Critical control volume sizing for improved transient thermal modeling of PEM fuel cells

Abstract

Many control-oriented models represent the entire fuel cell stack's thermal response with a single lumped temperature. While this simplification greatly reduces the computational expense of these models, it does not afford any information regarding cell-to-cell differences. In many cases, the operating conditions in the outermost (inlet and outlet) cells are significantly different from the rest of the stack. As a result, these cells also often limit the stack performance. Previous experiments performed by the authors have shown this phenomenon, particularly in the inlet cells.

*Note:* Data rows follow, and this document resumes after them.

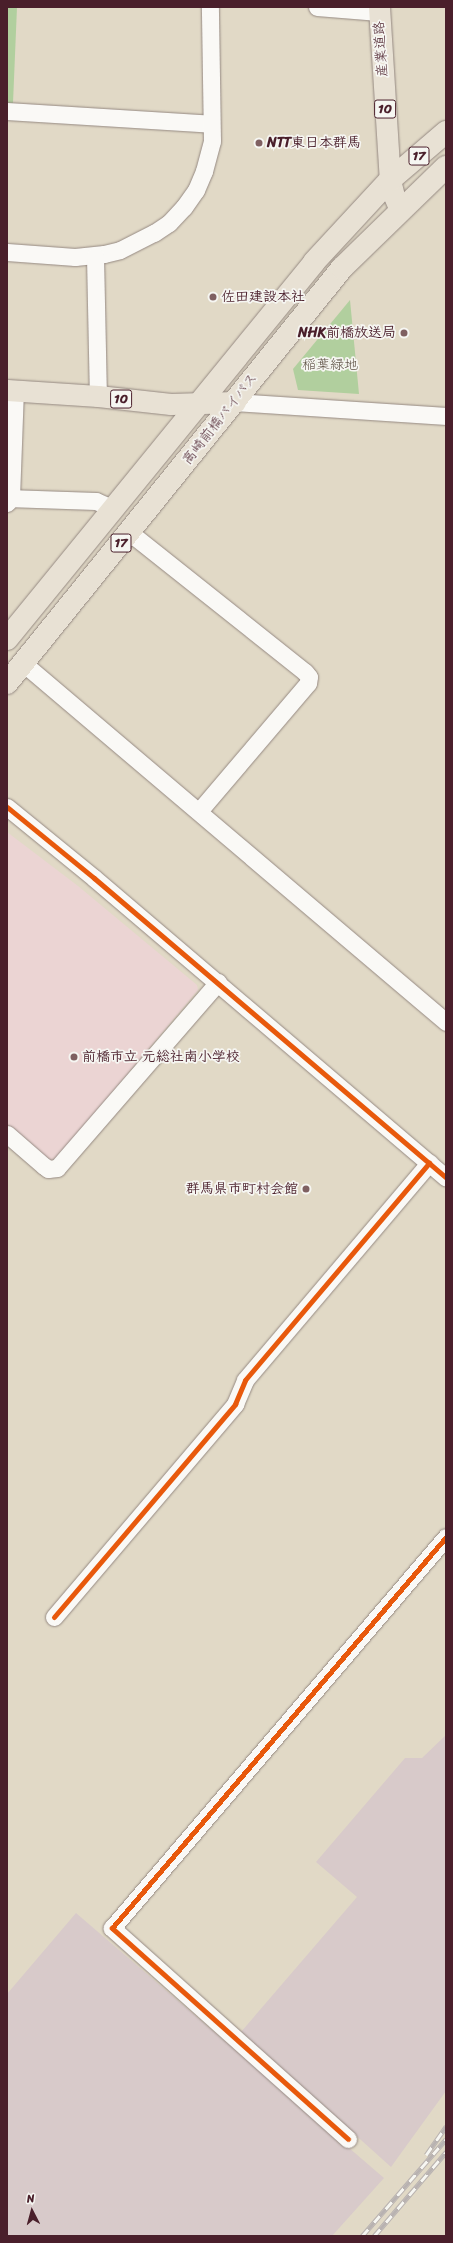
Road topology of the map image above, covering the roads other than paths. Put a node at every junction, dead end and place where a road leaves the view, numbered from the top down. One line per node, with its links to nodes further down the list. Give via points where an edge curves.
1 (210, 7): 5 (street)
2 (317, 7): 3 (street)
3 (379, 10): 8 (main road, 産業道路 / 10)
4 (7, 111): 5 (street)
5 (211, 124): 11 (street, via 212,141 209,157 196,190 184,207 169,222 142,240 120,250)
6 (446, 132): 8 (highway, 高崎前橋バイパス / 17)
7 (446, 167): 9 (highway, 高崎前橋バイパス / 17)
8 (390, 180): 9 (main road, 産業道路 / 10); 15 (highway, 高崎前橋バイパス / 17, via 314,262)
9 (400, 210): 14 (highway, 高崎前橋バイパス / 17, via 342,268)
10 (7, 252): 11 (street)
11 (95, 256): 13 (street)
12 (11, 390): 13 (main road, 10); 17 (street)
13 (98, 396): 15 (main road, 10)
14 (235, 402): 15 (main road, 10); 16 (street); 19 (highway, 高崎前橋バイパス / 17)
15 (197, 404): 18 (highway, 高崎前橋バイパス / 17)
16 (446, 416)
17 (8, 499): 18 (street, via 96,501)
18 (112, 508): 20 (highway, 高崎前橋バイパス / 17)
19 (130, 532): 21 (highway, 高崎前橋バイパス / 17); 24 (street, via 309,677 308,683)
20 (7, 639)
21 (22, 663): 22 (highway, 高崎前橋バイパス / 17); 24 (street)
22 (7, 683)
23 (7, 807): 25 (street)
24 (199, 811): 26 (street)
25 (218, 982): 27 (street, via 57,1168 48,1169); 28 (street, via 277,1036)
26 (446, 1022)
27 (7, 1134)
28 (429, 1163): 29 (street); 31 (street, via 245,1380 235,1404)
29 (446, 1178)
30 (446, 1537): 32 (street, via 112,1928)
31 (54, 1617)
32 (348, 2139)

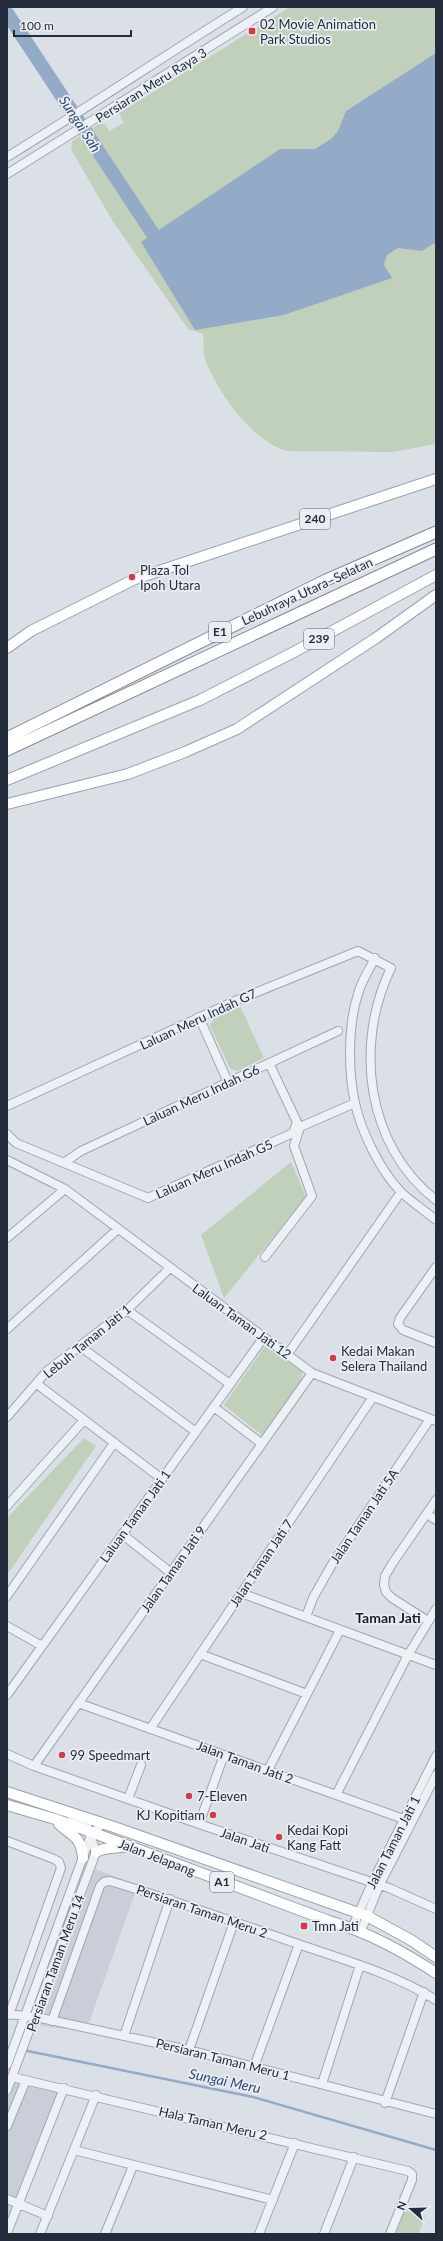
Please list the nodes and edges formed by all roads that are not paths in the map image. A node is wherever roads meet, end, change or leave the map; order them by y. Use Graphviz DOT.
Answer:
graph roads {
  1 [pos="243,7"];
  2 [pos="273,7"];
  3 [pos="7,157"];
  4 [pos="7,174"];
  5 [pos="436,479"];
  6 [pos="436,532"];
  7 [pos="436,549"];
  8 [pos="436,575"];
  9 [pos="436,595"];
  10 [pos="7,648"];
  11 [pos="7,738"];
  12 [pos="7,750"];
  13 [pos="7,780"];
  14 [pos="7,804"];
  15 [pos="374,958"];
  16 [pos="199,1017"];
  17 [pos="338,1031"];
  18 [pos="269,1063"];
  19 [pos="228,1082"];
  20 [pos="355,1103"];
  21 [pos="7,1106"];
  22 [pos="7,1134"];
  23 [pos="7,1160"];
  24 [pos="65,1162"];
  25 [pos="65,1189"];
  26 [pos="401,1192"];
  27 [pos="436,1200"];
  28 [pos="436,1220"];
  29 [pos="118,1229"];
  30 [pos="7,1238"];
  31 [pos="265,1257"];
  32 [pos="436,1267"];
  33 [pos="170,1268"];
  34 [pos="127,1310"];
  35 [pos="7,1329"];
  36 [pos="264,1337"];
  37 [pos="436,1342"];
  38 [pos="81,1346"];
  39 [pos="287,1355"];
  40 [pos="312,1372"];
  41 [pos="37,1384"];
  42 [pos="230,1384"];
  43 [pos="373,1397"];
  44 [pos="214,1407"];
  45 [pos="7,1417"];
  46 [pos="84,1420"];
  47 [pos="433,1420"];
  48 [pos="196,1432"];
  49 [pos="114,1443"];
  50 [pos="262,1444"];
  51 [pos="162,1479"];
  52 [pos="436,1500"];
  53 [pos="7,1506"];
  54 [pos="427,1514"];
  55 [pos="436,1520"];
  56 [pos="122,1534"];
  57 [pos="171,1573"];
  58 [pos="241,1593"];
  59 [pos="7,1596"];
  60 [pos="436,1609"];
  61 [pos="306,1617"];
  62 [pos="428,1621"];
  63 [pos="7,1626"];
  64 [pos="340,1630"];
  65 [pos="42,1646"];
  66 [pos="200,1654"];
  67 [pos="408,1655"];
  68 [pos="436,1665"];
  69 [pos="7,1693"];
  70 [pos="307,1694"];
  71 [pos="78,1704"];
  72 [pos="150,1729"];
  73 [pos="7,1754"];
  74 [pos="224,1755"];
  75 [pos="436,1756"];
  76 [pos="34,1766"];
  77 [pos="141,1766"];
  78 [pos="268,1770"];
  79 [pos="436,1775"];
  80 [pos="7,1792"];
  81 [pos="336,1795"];
  82 [pos="128,1799"];
  83 [pos="7,1805"];
  84 [pos="55,1819"];
  85 [pos="408,1820"];
  86 [pos="103,1823"];
  87 [pos="199,1824"];
  88 [pos="91,1833"];
  89 [pos="7,1841"];
  90 [pos="127,1846"];
  91 [pos="96,1852"];
  92 [pos="83,1858"];
  93 [pos="375,1885"];
  94 [pos="170,1899"];
  95 [pos="436,1909"];
  96 [pos="362,1915"];
  97 [pos="234,1922"];
  98 [pos="356,1930"];
  99 [pos="299,1944"];
  100 [pos="436,1957"];
  101 [pos="360,1965"];
  102 [pos="436,1973"];
  103 [pos="424,1992"];
  104 [pos="436,2000"];
  105 [pos="8,2015"];
  106 [pos="24,2018"];
  107 [pos="35,2020"];
  108 [pos="52,2021"];
  109 [pos="124,2036"];
  110 [pos="189,2050"];
  111 [pos="7,2065"];
  112 [pos="254,2067"];
  113 [pos="12,2077"];
  114 [pos="26,2080"];
  115 [pos="322,2084"];
  116 [pos="64,2088"];
  117 [pos="7,2090"];
  118 [pos="96,2095"];
  119 [pos="385,2103"];
  120 [pos="436,2114"];
  121 [pos="7,2126"];
  122 [pos="295,2143"];
  123 [pos="74,2150"];
  124 [pos="354,2157"];
  125 [pos="133,2166"];
  126 [pos="7,2199"];
  127 [pos="273,2200"];
  128 [pos="18,2204"];
  129 [pos="48,2216"];
  130 [pos="7,2233"];
  131 [pos="40,2234"];
  132 [pos="105,2234"];
  133 [pos="259,2234"];
  134 [pos="324,2234"];
  135 [pos="390,2234"];
  1 -- 3 [label="street, Persiaran Meru Raya 3"];
  2 -- 4 [label="street, Persiaran Meru Raya 3"];
  5 -- 10 [label="main road, 240"];
  6 -- 11 [label="highway, Lebuhraya Utara–Selatan / E1"];
  7 -- 12 [label="highway, Lebuhraya Utara–Selatan / E1"];
  8 -- 13 [label="main road, 239"];
  9 -- 14 [label="main road"];
  15 -- 16 [label="street, Laluan Meru Indah G7"];
  15 -- 20 [label="street"];
  15 -- 27 [label="street, Laluan Meru Indah G7"];
  16 -- 19 [label="street"];
  16 -- 21 [label="street, Laluan Meru Indah G7"];
  17 -- 18 [label="street, Laluan Meru Indah G6"];
  18 -- 19 [label="street, Laluan Meru Indah G6"];
  18 -- 24 [label="street, Laluan Meru Indah G5"];
  19 -- 24 [label="street, Laluan Meru Indah G6"];
  20 -- 26 [label="street"];
  20 -- 31 [label="street"];
  22 -- 24 [label="street"];
  23 -- 25 [label="street, Laluan Taman Jati 12"];
  25 -- 29 [label="street, Laluan Taman Jati 12"];
  25 -- 30 [label="street"];
  26 -- 28 [label="street"];
  26 -- 39 [label="street"];
  29 -- 33 [label="street, Laluan Taman Jati 12"];
  29 -- 35 [label="street"];
  32 -- 37 [label="street"];
  33 -- 34 [label="street, Lebuh Taman Jati 1"];
  33 -- 36 [label="street, Laluan Taman Jati 12"];
  34 -- 38 [label="street, Lebuh Taman Jati 1"];
  34 -- 42 [label="street"];
  36 -- 39 [label="street, Laluan Taman Jati 12"];
  36 -- 42 [label="street, Laluan Taman Jati 1"];
  38 -- 41 [label="street, Lebuh Taman Jati 1"];
  38 -- 48 [label="street"];
  39 -- 40 [label="street, Laluan Taman Jati 12"];
  40 -- 43 [label="street, Laluan Taman Jati 12"];
  40 -- 50 [label="street, Jalan Taman Jati 9"];
  41 -- 45 [label="street, Lebuh Taman Jati 1"];
  41 -- 46 [label="street"];
  42 -- 44 [label="street, Laluan Taman Jati 1"];
  43 -- 47 [label="street, Laluan Taman Jati 12"];
  43 -- 58 [label="street, Jalan Taman Jati 7"];
  44 -- 48 [label="street, Laluan Taman Jati 1"];
  44 -- 50 [label="street"];
  46 -- 49 [label="street"];
  46 -- 53 [label="street"];
  47 -- 61 [label="street, Jalan Taman Jati 5A"];
  48 -- 51 [label="street, Laluan Taman Jati 1"];
  49 -- 51 [label="street"];
  49 -- 59 [label="street"];
  50 -- 57 [label="street, Jalan Taman Jati 9"];
  51 -- 56 [label="street, Laluan Taman Jati 1"];
  52 -- 54 [label="street"];
  54 -- 55 [label="street"];
  54 -- 62 [label="street"];
  56 -- 57 [label="street"];
  56 -- 65 [label="street, Laluan Taman Jati 1"];
  57 -- 71 [label="street, Jalan Taman Jati 9"];
  58 -- 61 [label="street"];
  58 -- 66 [label="street, Jalan Taman Jati 7"];
  60 -- 62 [label="street"];
  61 -- 64 [label="street"];
  62 -- 67 [label="street"];
  63 -- 65 [label="street"];
  64 -- 67 [label="street"];
  64 -- 70 [label="street"];
  65 -- 69 [label="street, Laluan Taman Jati 1"];
  66 -- 70 [label="street"];
  66 -- 72 [label="street, Jalan Taman Jati 7"];
  67 -- 68 [label="street"];
  67 -- 81 [label="street"];
  70 -- 78 [label="street"];
  71 -- 72 [label="street, Jalan Taman Jati 2"];
  71 -- 76 [label="street, Jalan Taman Jati 9"];
  72 -- 74 [label="street, Jalan Taman Jati 2"];
  73 -- 76 [label="street, Jalan Jati"];
  74 -- 78 [label="street, Jalan Taman Jati 2"];
  74 -- 87 [label="street"];
  75 -- 85 [label="street, Jalan Taman Jati 1"];
  76 -- 82 [label="street, Jalan Jati"];
  77 -- 82 [label="street"];
  78 -- 81 [label="street, Jalan Taman Jati 2"];
  79 -- 85 [label="street, Jalan Taman Jati 1"];
  80 -- 86 [label="main road, Jalan Jelapang / A1"];
  80 -- 88 [label="street"];
  81 -- 85 [label="street, Jalan Taman Jati 2"];
  82 -- 87 [label="street, Jalan Jati"];
  83 -- 84 [label="main road, Jalan Jelapang / A1"];
  84 -- 88 [label="main road, Jalan Jelapang / A1"];
  84 -- 92 [label="main road"];
  85 -- 93 [label="street, Jalan Taman Jati 1"];
  86 -- 88 [label="street"];
  86 -- 96 [label="main road, Jalan Jelapang / A1"];
  87 -- 93 [label="street, Jalan Jati"];
  88 -- 90 [label="main road, Jalan Jelapang / A1"];
  88 -- 91 [label="street"];
  88 -- 92 [label="street, Persiaran Taman Meru 14"];
  89 -- 105 [label="street"];
  90 -- 91 [label="main road"];
  90 -- 98 [label="main road, Jalan Jelapang / A1"];
  91 -- 107 [label="street, Persiaran Taman Meru 14"];
  92 -- 106 [label="street, Persiaran Taman Meru 14"];
  93 -- 95 [label="street, Jalan Jati"];
  93 -- 96 [label="street, Jalan Taman Jati 1"];
  94 -- 97 [label="street, Persiaran Taman Meru 2"];
  94 -- 108 [label="street, Persiaran Taman Meru 2"];
  94 -- 109 [label="street"];
  96 -- 98 [label="street, Jalan Taman Jati 1"];
  96 -- 100 [label="main road, Jalan Jelapang / A1"];
  97 -- 99 [label="street, Persiaran Taman Meru 2"];
  97 -- 110 [label="street"];
  98 -- 102 [label="main road, Jalan Jelapang / A1"];
  99 -- 101 [label="street, Persiaran Taman Meru 2"];
  99 -- 112 [label="street"];
  101 -- 103 [label="street, Persiaran Taman Meru 2"];
  101 -- 115 [label="street"];
  103 -- 104 [label="street, Persiaran Taman Meru 2"];
  103 -- 119 [label="street"];
  105 -- 106 [label="street, Persiaran Taman Meru 1"];
  106 -- 107 [label="street, Persiaran Taman Meru 1"];
  106 -- 111 [label="street, Persiaran Taman Meru 14"];
  107 -- 108 [label="street, Persiaran Taman Meru 1"];
  107 -- 113 [label="street, Persiaran Taman Meru 14"];
  108 -- 109 [label="street, Persiaran Taman Meru 1"];
  109 -- 110 [label="street, Persiaran Taman Meru 1"];
  110 -- 112 [label="street, Persiaran Taman Meru 1"];
  112 -- 115 [label="street, Persiaran Taman Meru 1"];
  113 -- 114 [label="street, Hala Taman Meru 2"];
  113 -- 117 [label="street, Persiaran Taman Meru 14"];
  114 -- 116 [label="street, Hala Taman Meru 2"];
  114 -- 121 [label="street"];
  115 -- 119 [label="street, Persiaran Taman Meru 1"];
  116 -- 118 [label="street, Hala Taman Meru 2"];
  116 -- 128 [label="street"];
  118 -- 122 [label="street, Hala Taman Meru 2"];
  118 -- 123 [label="street"];
  119 -- 120 [label="street, Persiaran Taman Meru 1"];
  122 -- 124 [label="street, Hala Taman Meru 2"];
  122 -- 127 [label="street"];
  123 -- 125 [label="street"];
  123 -- 129 [label="street"];
  124 -- 134 [label="street"];
  124 -- 135 [label="street, Hala Taman Meru 2"];
  125 -- 127 [label="street"];
  125 -- 132 [label="street"];
  126 -- 128 [label="street"];
  127 -- 133 [label="street"];
  128 -- 129 [label="street"];
  128 -- 130 [label="street"];
  129 -- 131 [label="street"];
}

Poor performance in these cells led to a gradual decline in the stack average voltage at high loads, and caused the inaccuracy of the lumped fuel cell model prediction. These results suggest a need for individual modeling of the end cells to properly model performance in these areas, particularly during high demand phases. In this paper, the necessity of multiple thermal control volumes (CVs) in the cathode channel is investigated to address the spatial gradients. A method to improve the thermal modeling accuracy near the cathode inlet of the fuel cell stack by using un-evenly spaced CVs to represent the channel is presented. Analysis is performed starting with the 1D heat transfer equation for the cathode channel. By using scaling arguments to remove extraneous terms, a simplified 1D solution for the temperature profile in the cathode channel is developed. From this result, the necessary CV sizes to remain within a critical band of the actual spatial temperature profile can be calculated.